What's Driving the Outperformance?

The stock has a great record of positive earnings surprises, as it hasn't missed our earnings consensus estimate in any of the last four quarters. In its last earnings report on March 16, 2021, Lennar reported EPS of $2.04 versus consensus estimate of $1.65 while it beat the consensus revenue estimate by 4.92%.

For the current fiscal year, Lennar is expected to post earnings of $10.98 per share on $26.51 billion in revenues. This represents a 39.87% change in EPS on a 17.87% change in revenues. For the next fiscal year, the company is expected to earn $10.99 per share on $28.24 billion in revenues. This represents a year-over-year change of 0.11% and 6.53%, respectively.

Valuation Metrics

Lennar may be at a 52-week high right now, but what might the future hold for the stock? A key aspect of this question is taking a look at valuation metrics in order to determine if the company has run ahead of itself.

On this front, we can look at the Zacks Style Scores, as these give investors a variety of ways to comb through stocks (beyond looking at the Zacks Rank of a security). These styles are represented by grades running from A to F in the categories of Value, Growth, and Momentum, while there is a combined VGM Score as well. Investors should consider the style scores a valuable tool that can help you to pick the most appropriate Zacks Rank stocks based on their individual investment style.

Lennar has a Value Score of B. The stock's Growth and Momentum Scores are B and C, respectively, giving the company a VGM Score of A.

In terms of its value breakdown, the stock currently trades at 9.4X current fiscal year EPS estimates.
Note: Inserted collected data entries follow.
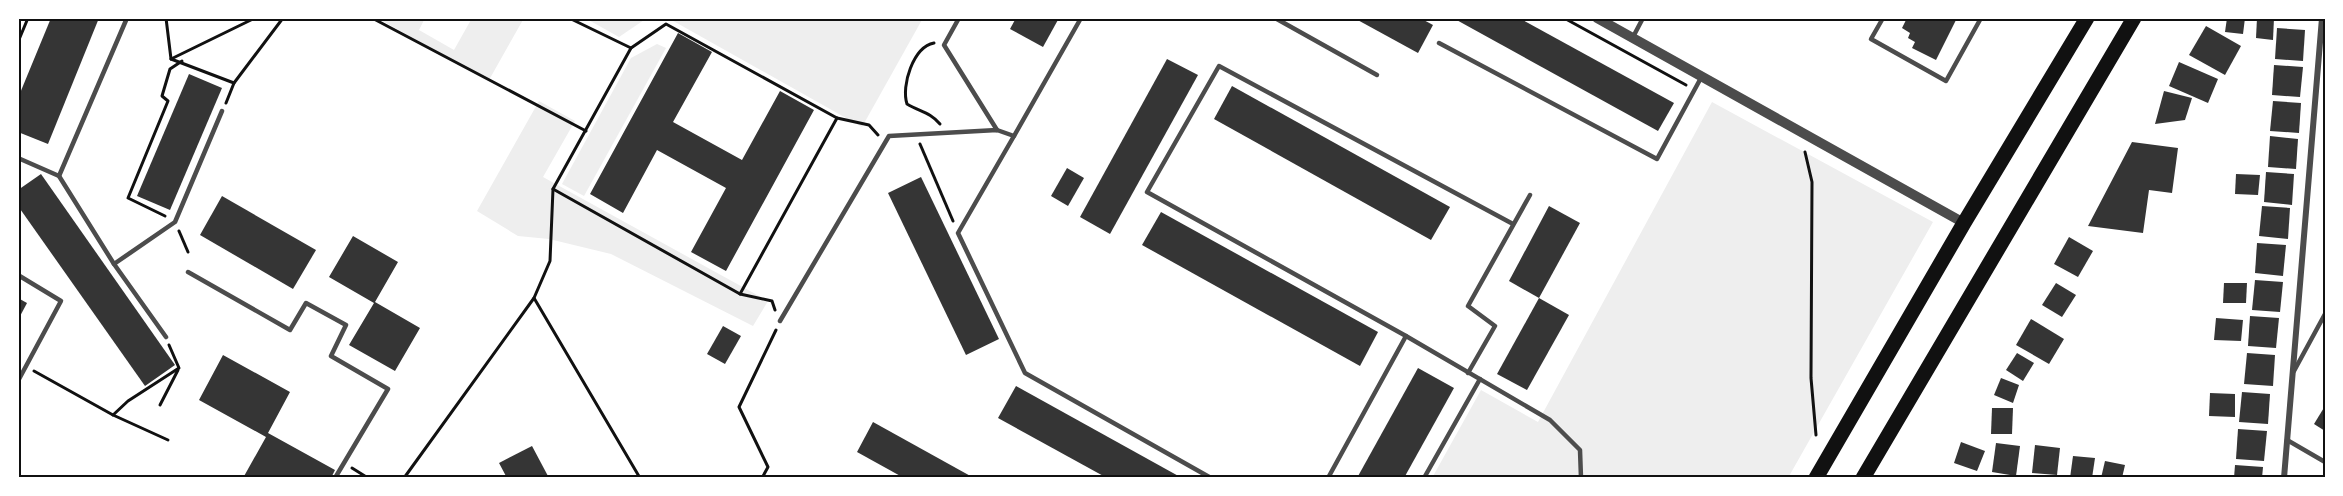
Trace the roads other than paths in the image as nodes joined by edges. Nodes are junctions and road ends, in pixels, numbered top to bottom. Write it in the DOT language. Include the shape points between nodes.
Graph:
graph roads {
  1 [pos="127,18"];
  2 [pos="959,18"];
  3 [pos="1081,18"];
  4 [pos="1275,18"];
  5 [pos="1598,18"];
  6 [pos="1643,18"];
  7 [pos="1883,18"];
  8 [pos="1981,18"];
  9 [pos="2087,18"];
  10 [pos="2134,18"];
  11 [pos="2322,18"];
  12 [pos="1632,38"];
  13 [pos="1439,43"];
  14 [pos="1377,75"];
  15 [pos="1702,76"];
  16 [pos="222,111"];
  17 [pos="997,130"];
  18 [pos="1014,136"];
  19 [pos="18,158"];
  20 [pos="59,176"];
  21 [pos="1530,195"];
  22 [pos="1964,223"];
  23 [pos="1513,224"];
  24 [pos="114,264"];
  25 [pos="188,272"];
  26 [pos="18,275"];
  27 [pos="2325,314"];
  28 [pos="780,321"];
  29 [pos="166,336"];
  30 [pos="1406,336"];
  31 [pos="1468,373"];
  32 [pos="2292,373"];
  33 [pos="1480,379"];
  34 [pos="18,381"];
  35 [pos="2287,440"];
  36 [pos="2325,462"];
  37 [pos="335,478"];
  38 [pos="1211,478"];
  39 [pos="1328,478"];
  40 [pos="1424,478"];
  41 [pos="1581,478"];
  42 [pos="1816,478"];
  43 [pos="1863,478"];
  44 [pos="2284,478"];
  1 -- 20 [label="lane"];
  2 -- 17 [label="lane" via="944,45"];
  3 -- 18 [label="lane"];
  4 -- 14 [label="lane"];
  5 -- 12 [label="street"];
  6 -- 12 [label="lane"];
  7 -- 8 [label="lane" via="1871,39 1946,81"];
  9 -- 22 [label="main road"];
  10 -- 43 [label="main road"];
  11 -- 32 [label="street"];
  12 -- 15 [label="street"];
  13 -- 15 [label="lane" via="1657,159"];
  15 -- 22 [label="street"];
  16 -- 24 [label="lane" via="175,222"];
  17 -- 18 [label="lane"];
  17 -- 28 [label="lane" via="889,136"];
  18 -- 38 [label="lane" via="958,234 1025,373"];
  19 -- 20 [label="lane"];
  20 -- 24 [label="lane"];
  21 -- 23 [label="lane"];
  22 -- 42 [label="main road"];
  23 -- 30 [label="lane" via="1219,66 1147,192"];
  23 -- 31 [label="lane" via="1468,306 1495,326"];
  24 -- 29 [label="lane"];
  25 -- 37 [label="lane" via="290,330 306,303 346,325 331,356 388,389"];
  26 -- 34 [label="lane" via="61,301"];
  27 -- 32 [label="lane"];
  30 -- 31 [label="lane"];
  30 -- 39 [label="lane"];
  31 -- 33 [label="lane"];
  32 -- 35 [label="street"];
  33 -- 40 [label="lane"];
  33 -- 41 [label="lane" via="1550,420 1580,450"];
  35 -- 36 [label="lane"];
  35 -- 44 [label="street"];
}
On a trailing cash flow basis, the stock currently trades at 13.2X versus its peer group's average of 10.8X. Additionally, the stock has a PEG ratio of 1.09. This isn't enough to put the company in the top echelon of all stocks we cover from a value perspective.

Zacks Rank

We also need to consider the stock's Zacks Rank, as this supersedes any trend on the style score front. Fortunately, Lennar currently has a Zacks Rank of #1 (Strong Buy) thanks to rising earnings estimates.
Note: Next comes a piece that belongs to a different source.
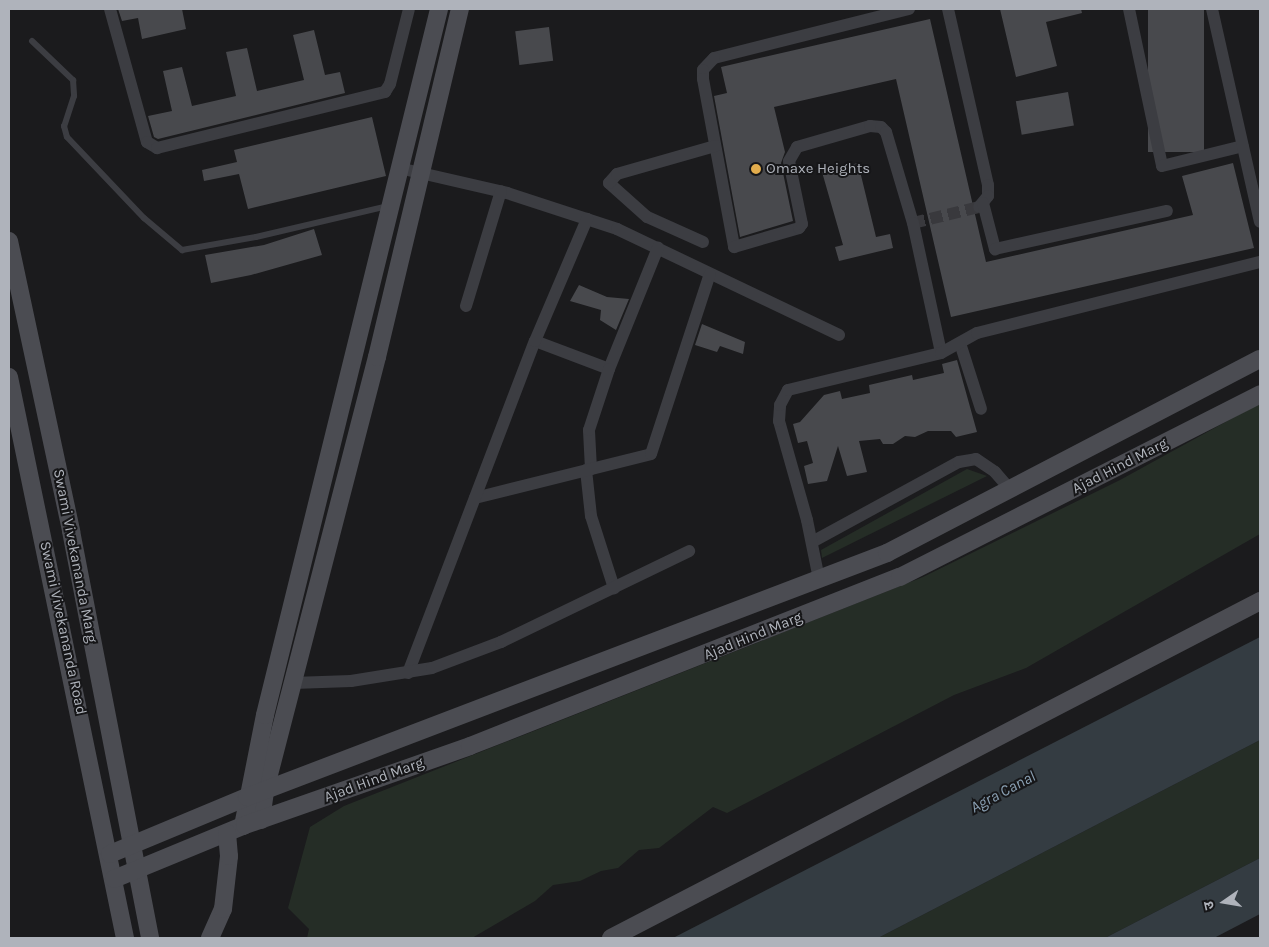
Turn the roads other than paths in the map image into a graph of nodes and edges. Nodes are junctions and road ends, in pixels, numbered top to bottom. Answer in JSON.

Since we recommend that investors select stocks carrying Zacks Rank of 1 (Strong Buy) or 2 (Buy) and Style Scores of A or B, it looks as if Lennar meets the list of requirements. Thus, it seems as though Lennar shares could have potential in the weeks and months to come.

How Does Lennar Stack Up to the Competition?
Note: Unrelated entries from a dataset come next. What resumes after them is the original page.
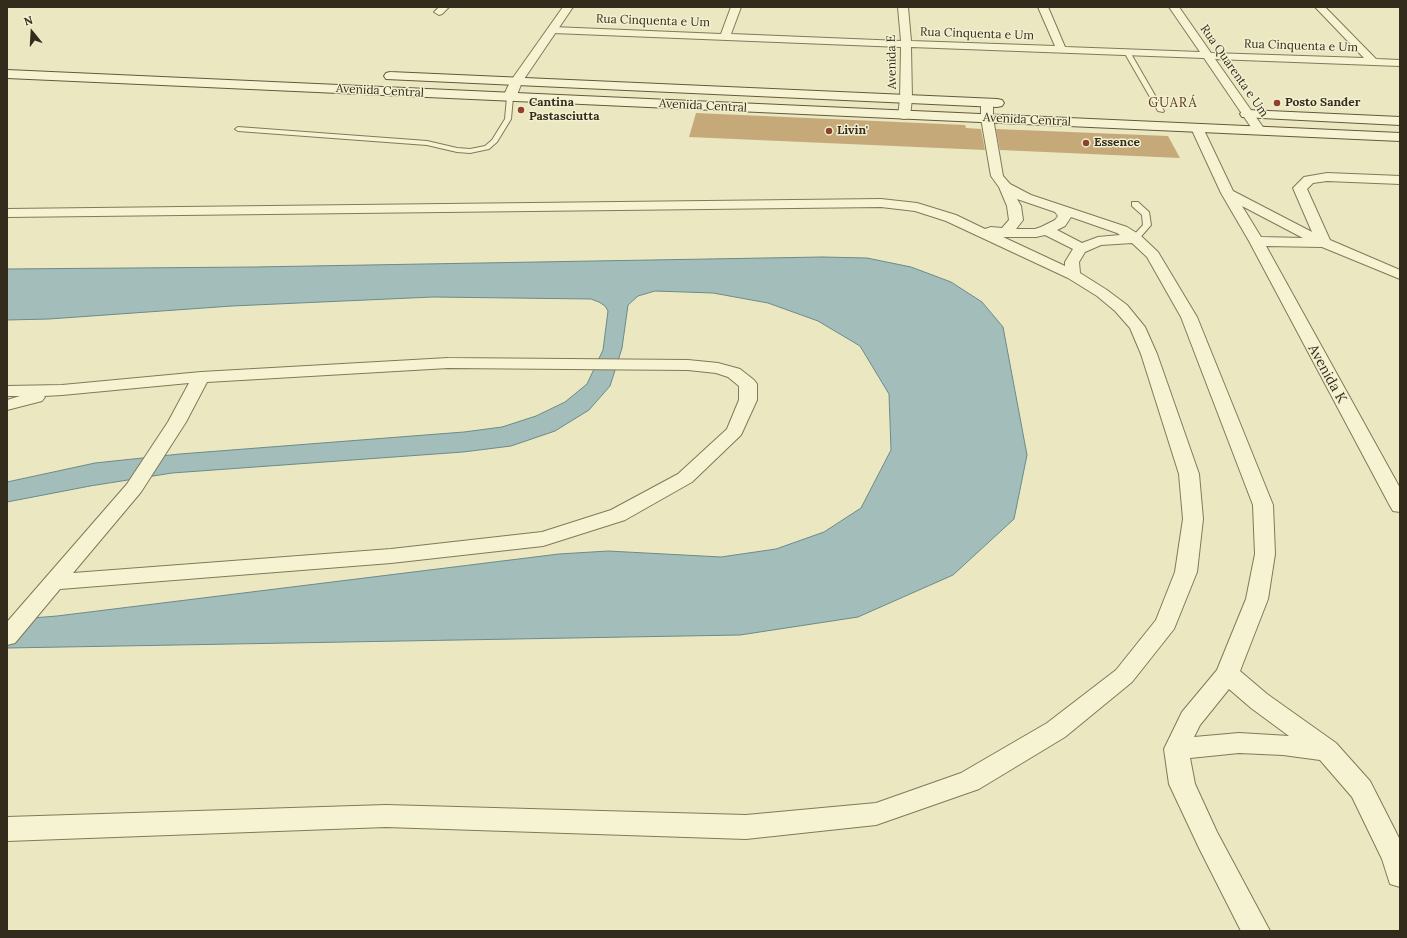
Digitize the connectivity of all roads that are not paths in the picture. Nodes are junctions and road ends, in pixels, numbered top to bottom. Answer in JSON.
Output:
{"nodes":[{"id":1,"x":568,"y":7,"type":"edge"},
{"id":2,"x":736,"y":7,"type":"edge"},
{"id":3,"x":903,"y":7,"type":"edge"},
{"id":4,"x":1043,"y":7,"type":"edge"},
{"id":5,"x":1174,"y":7,"type":"edge"},
{"id":6,"x":1320,"y":7,"type":"edge"},
{"id":7,"x":553,"y":30,"type":"junction"},
{"id":8,"x":725,"y":36,"type":"junction"},
{"id":9,"x":906,"y":44,"type":"junction"},
{"id":10,"x":1061,"y":49,"type":"junction"},
{"id":11,"x":1127,"y":52,"type":"junction"},
{"id":12,"x":1207,"y":55,"type":"junction"},
{"id":13,"x":1373,"y":62,"type":"junction"},
{"id":14,"x":1400,"y":63,"type":"edge"},
{"id":15,"x":146,"y":70,"type":"dead end"},
{"id":16,"x":7,"y":74,"type":"edge"},
{"id":17,"x":375,"y":76,"type":"dead end"},
{"id":18,"x":130,"y":80,"type":"junction"},
{"id":19,"x":516,"y":82,"type":"junction"},
{"id":20,"x":510,"y":97,"type":"junction"},
{"id":21,"x":906,"y":99,"type":"junction"},
{"id":22,"x":1011,"y":104,"type":"dead end"},
{"id":23,"x":987,"y":110,"type":"junction"},
{"id":24,"x":1145,"y":110,"type":"dead end"},
{"id":25,"x":1161,"y":111,"type":"junction"},
{"id":26,"x":1177,"y":111,"type":"dead end"},
{"id":27,"x":1233,"y":114,"type":"dead end"},
{"id":28,"x":1249,"y":114,"type":"junction"},
{"id":29,"x":904,"y":116,"type":"junction"},
{"id":30,"x":1400,"y":121,"type":"edge"},
{"id":31,"x":1197,"y":128,"type":"junction"},
{"id":32,"x":238,"y":129,"type":"dead end"},
{"id":33,"x":1259,"y":130,"type":"junction"},
{"id":34,"x":1400,"y":137,"type":"edge"},
{"id":35,"x":1400,"y":180,"type":"edge"},
{"id":36,"x":1005,"y":187,"type":"junction"},
{"id":37,"x":1228,"y":193,"type":"junction"},
{"id":38,"x":1135,"y":204,"type":"dead end"},
{"id":39,"x":1058,"y":208,"type":"junction"},
{"id":40,"x":7,"y":214,"type":"edge"},
{"id":41,"x":978,"y":230,"type":"junction"},
{"id":42,"x":1046,"y":230,"type":"junction"},
{"id":43,"x":1006,"y":233,"type":"junction"},
{"id":44,"x":1135,"y":238,"type":"junction"},
{"id":45,"x":1256,"y":241,"type":"junction"},
{"id":46,"x":1324,"y":243,"type":"junction"},
{"id":47,"x":1082,"y":248,"type":"junction"},
{"id":48,"x":1073,"y":275,"type":"junction"},
{"id":49,"x":1400,"y":275,"type":"edge"},
{"id":50,"x":201,"y":377,"type":"junction"},
{"id":51,"x":62,"y":390,"type":"junction"},
{"id":52,"x":7,"y":391,"type":"edge"},
{"id":53,"x":7,"y":406,"type":"edge"},
{"id":54,"x":1400,"y":506,"type":"edge"},
{"id":55,"x":54,"y":582,"type":"junction"},
{"id":56,"x":7,"y":637,"type":"edge"},
{"id":57,"x":1227,"y":674,"type":"junction"},
{"id":58,"x":1176,"y":749,"type":"junction"},
{"id":59,"x":1327,"y":750,"type":"junction"},
{"id":60,"x":7,"y":829,"type":"edge"},
{"id":61,"x":1400,"y":875,"type":"edge"},
{"id":62,"x":1256,"y":931,"type":"edge"}],
"edges":[{"from":1,"to":7,"type":"main road"},
{"from":2,"to":8,"type":"street"},
{"from":3,"to":9,"type":"street","name":"Avenida E"},
{"from":4,"to":10,"type":"street"},
{"from":5,"to":12,"type":"street","name":"Rua Quarenta e Um"},
{"from":6,"to":13,"type":"street"},
{"from":7,"to":8,"type":"street","name":"Rua Cinquenta e Um"},
{"from":7,"to":19,"type":"main road"},
{"from":8,"to":9,"type":"street","name":"Rua Cinquenta e Um"},
{"from":9,"to":10,"type":"street","name":"Rua Cinquenta e Um"},
{"from":9,"to":21,"type":"street","name":"Avenida E"},
{"from":10,"to":11,"type":"street","name":"Rua Cinquenta e Um"},
{"from":11,"to":12,"type":"street","name":"Rua Cinquenta e Um"},
{"from":11,"to":25,"type":"lane"},
{"from":12,"to":13,"type":"street","name":"Rua Cinquenta e Um"},
{"from":12,"to":28,"type":"street","name":"Rua Quarenta e Um"},
{"from":13,"to":14,"type":"street","name":"Rua Cinquenta e Um"},
{"from":15,"to":18,"type":"main road"},
{"from":16,"to":18,"type":"main road","name":"Avenida Central"},
{"from":17,"to":19,"type":"main road","name":"Avenida Central"},
{"from":18,"to":20,"type":"main road","name":"Avenida Central"},
{"from":19,"to":20,"type":"main road"},
{"from":19,"to":21,"type":"main road","name":"Avenida Central"},
{"from":20,"to":29,"type":"main road","name":"Avenida Central"},
{"from":20,"to":32,"type":"lane"},
{"from":21,"to":23,"type":"main road","name":"Avenida Central"},
{"from":21,"to":29,"type":"street","name":"Avenida E"},
{"from":22,"to":23,"type":"main road","name":"Avenida Central"},
{"from":23,"to":29,"type":"main road","name":"Avenida Central"},
{"from":23,"to":31,"type":"main road","name":"Avenida Central"},
{"from":23,"to":36,"type":"street"},
{"from":24,"to":25,"type":"main road"},
{"from":25,"to":26,"type":"main road"},
{"from":27,"to":28,"type":"main road"},
{"from":28,"to":30,"type":"main road"},
{"from":28,"to":33,"type":"street","name":"Rua Quarenta e Um"},
{"from":31,"to":33,"type":"main road","name":"Avenida Central"},
{"from":31,"to":37,"type":"street","name":"Avenida K"},
{"from":33,"to":34,"type":"main road","name":"Avenida Central"},
{"from":35,"to":46,"type":"street"},
{"from":36,"to":39,"type":"street"},
{"from":36,"to":43,"type":"street"},
{"from":37,"to":45,"type":"street","name":"Avenida K"},
{"from":37,"to":46,"type":"street"},
{"from":38,"to":44,"type":"lane"},
{"from":39,"to":42,"type":"street"},
{"from":39,"to":44,"type":"street"},
{"from":40,"to":41,"type":"street"},
{"from":41,"to":43,"type":"street"},
{"from":41,"to":48,"type":"street"},
{"from":42,"to":43,"type":"street"},
{"from":42,"to":47,"type":"street"},
{"from":44,"to":47,"type":"street"},
{"from":44,"to":57,"type":"street"},
{"from":45,"to":46,"type":"street"},
{"from":45,"to":54,"type":"street","name":"Avenida K"},
{"from":46,"to":49,"type":"street"},
{"from":47,"to":48,"type":"street"},
{"from":48,"to":60,"type":"street"},
{"from":50,"to":51,"type":"street"},
{"from":50,"to":55,"type":"street"},
{"from":50,"to":55,"type":"street"},
{"from":51,"to":52,"type":"street"},
{"from":51,"to":53,"type":"street"},
{"from":55,"to":56,"type":"street"},
{"from":57,"to":58,"type":"street"},
{"from":57,"to":59,"type":"street"},
{"from":58,"to":59,"type":"street"},
{"from":58,"to":62,"type":"street"},
{"from":59,"to":61,"type":"street"}]}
Shares of Lennar have been moving higher, and the company still appears to be a decent choice, but what about the rest of the industry? Some of its industry peers are also solid potential picks, including Toll Brothers (TOL - Free Report) , M.D.C. Holdings , and Century Communities (CCS - Free Report) , all of which currently have a Zacks Rank of at least #2 and a VGM Score of at least B, making them well-rounded choices.

The Zacks Industry Rank is in the top 11% of all the industries we have in our universe, so it looks like there are some nice tailwinds for Lennar, even beyond its own solid fundamental situation.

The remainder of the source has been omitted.